Po przeliczeniu niemal wszystkich okręgów (649 z 650) wiadomo już, że Partia Konserwatywna zdobyła co najmniej 364 mandatów, a więc o ponad 50 więcej niż w poprzednich wyborach. Drugi wynik osiągnęła Partia Pracy z 203 mandatami. Jest to znaczny spadek, o niemal 60 mandatów. Trzecią siłą w parlamencie będzie Szkocka Partia Narodowa z 48 mandatami (wzrost o 15). Liberalni Demokraci zajmą 11 miejsc, Demokratyczna Partia Unionistyczna - 8 miejsc, a pozostali otrzymali łącznie 15 mandatów.
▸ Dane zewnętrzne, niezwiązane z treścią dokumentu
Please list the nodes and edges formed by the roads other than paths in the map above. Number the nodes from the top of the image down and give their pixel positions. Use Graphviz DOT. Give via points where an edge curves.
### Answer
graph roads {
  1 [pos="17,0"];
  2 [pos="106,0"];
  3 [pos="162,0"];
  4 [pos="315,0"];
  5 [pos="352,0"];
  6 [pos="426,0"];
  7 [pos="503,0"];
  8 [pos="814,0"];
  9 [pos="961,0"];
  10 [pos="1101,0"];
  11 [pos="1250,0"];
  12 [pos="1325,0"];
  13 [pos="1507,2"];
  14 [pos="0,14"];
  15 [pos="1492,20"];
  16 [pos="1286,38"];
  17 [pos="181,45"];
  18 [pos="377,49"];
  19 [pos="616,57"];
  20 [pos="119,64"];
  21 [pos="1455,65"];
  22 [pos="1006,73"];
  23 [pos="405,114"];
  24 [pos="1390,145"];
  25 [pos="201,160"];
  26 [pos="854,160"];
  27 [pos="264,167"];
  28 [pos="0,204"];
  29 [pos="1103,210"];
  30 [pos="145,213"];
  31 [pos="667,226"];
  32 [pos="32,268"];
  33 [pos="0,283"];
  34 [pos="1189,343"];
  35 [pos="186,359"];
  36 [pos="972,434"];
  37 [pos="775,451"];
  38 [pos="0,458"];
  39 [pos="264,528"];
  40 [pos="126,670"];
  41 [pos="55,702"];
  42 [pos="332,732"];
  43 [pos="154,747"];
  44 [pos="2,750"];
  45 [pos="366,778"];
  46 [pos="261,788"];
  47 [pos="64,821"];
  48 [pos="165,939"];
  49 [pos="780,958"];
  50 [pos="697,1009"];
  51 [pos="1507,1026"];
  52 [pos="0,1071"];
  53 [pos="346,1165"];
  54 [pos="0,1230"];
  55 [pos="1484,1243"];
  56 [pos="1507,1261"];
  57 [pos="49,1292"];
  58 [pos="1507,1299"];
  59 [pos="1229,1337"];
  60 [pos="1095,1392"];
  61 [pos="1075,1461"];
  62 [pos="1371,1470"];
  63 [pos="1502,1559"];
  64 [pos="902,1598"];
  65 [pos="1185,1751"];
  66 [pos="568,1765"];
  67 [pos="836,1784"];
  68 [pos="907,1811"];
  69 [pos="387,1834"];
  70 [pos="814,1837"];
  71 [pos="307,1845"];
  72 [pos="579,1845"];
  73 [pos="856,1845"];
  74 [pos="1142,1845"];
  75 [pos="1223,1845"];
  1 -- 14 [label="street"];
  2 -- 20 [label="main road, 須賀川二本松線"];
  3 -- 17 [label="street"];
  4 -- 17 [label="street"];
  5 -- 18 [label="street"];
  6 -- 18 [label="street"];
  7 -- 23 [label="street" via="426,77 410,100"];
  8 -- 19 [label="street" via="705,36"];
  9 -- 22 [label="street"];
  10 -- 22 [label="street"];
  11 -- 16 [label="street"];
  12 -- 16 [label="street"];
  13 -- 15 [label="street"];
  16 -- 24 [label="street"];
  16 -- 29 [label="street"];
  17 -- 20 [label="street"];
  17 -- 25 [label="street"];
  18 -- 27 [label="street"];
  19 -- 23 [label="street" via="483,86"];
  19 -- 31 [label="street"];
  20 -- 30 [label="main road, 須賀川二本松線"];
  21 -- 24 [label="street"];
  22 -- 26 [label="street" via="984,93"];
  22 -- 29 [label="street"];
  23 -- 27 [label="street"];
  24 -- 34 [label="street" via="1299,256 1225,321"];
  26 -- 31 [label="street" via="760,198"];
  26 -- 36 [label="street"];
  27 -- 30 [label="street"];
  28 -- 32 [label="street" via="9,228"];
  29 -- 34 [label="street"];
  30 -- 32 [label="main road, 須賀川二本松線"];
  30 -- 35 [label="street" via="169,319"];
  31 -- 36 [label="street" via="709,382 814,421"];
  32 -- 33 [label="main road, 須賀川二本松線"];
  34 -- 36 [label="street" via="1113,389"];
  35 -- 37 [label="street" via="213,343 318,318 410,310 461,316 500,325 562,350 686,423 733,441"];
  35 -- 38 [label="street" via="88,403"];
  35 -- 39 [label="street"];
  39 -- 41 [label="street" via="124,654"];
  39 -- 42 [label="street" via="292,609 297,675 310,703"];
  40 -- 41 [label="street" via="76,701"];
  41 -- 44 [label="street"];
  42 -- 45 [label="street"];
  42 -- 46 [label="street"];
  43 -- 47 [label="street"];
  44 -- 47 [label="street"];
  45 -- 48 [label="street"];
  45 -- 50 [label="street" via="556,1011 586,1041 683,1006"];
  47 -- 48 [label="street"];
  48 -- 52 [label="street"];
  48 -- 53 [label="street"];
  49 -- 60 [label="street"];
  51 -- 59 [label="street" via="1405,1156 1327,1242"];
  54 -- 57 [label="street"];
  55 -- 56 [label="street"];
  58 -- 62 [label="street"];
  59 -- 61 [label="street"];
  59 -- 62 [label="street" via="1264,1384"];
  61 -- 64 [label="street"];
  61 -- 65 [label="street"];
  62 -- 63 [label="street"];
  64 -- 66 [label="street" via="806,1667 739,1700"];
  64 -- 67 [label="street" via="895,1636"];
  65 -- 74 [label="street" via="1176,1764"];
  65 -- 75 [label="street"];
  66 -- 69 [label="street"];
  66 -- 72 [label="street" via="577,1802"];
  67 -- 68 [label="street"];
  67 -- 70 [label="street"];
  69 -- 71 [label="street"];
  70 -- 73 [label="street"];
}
Partia Brexit Nigela Farage'a nie zdobyła żadnego mandatu.
Odejście ze stanowiska zapowiedział Jeremy Corbyn, lider Partii Pracy - największego ugrupowania opozycyjnego. Corbyn powiedział mediom, że to "bardzo rozczarowująca noc".
Zwycięstwo Partii Konserwatywnej oznacza, że Wielka Brytania niemal z całą pewnością wystąpi z Unii Europejskiej 31 stycznia 2020 roku. Premier po ogłoszeniu wyników stwierdził, że otrzymał silny mandat, by "załatwić brexit".
Johnson doprowadził do rozpisania przedterminowych wyborów głównie dlatego, że jego partia straciła większość w Izbie Gmin, a w takiej sytuacji nie mogłaby przegłosować nowej "umowy rozwodowej" Brukselą, którą wynegocjował "BoJo". Teraz z przyjęciem umowy, która reguluje przyszłe relacje pomiędzy Wielką Brytanią oraz Unią Europejską, nie powinno być raczej problemu.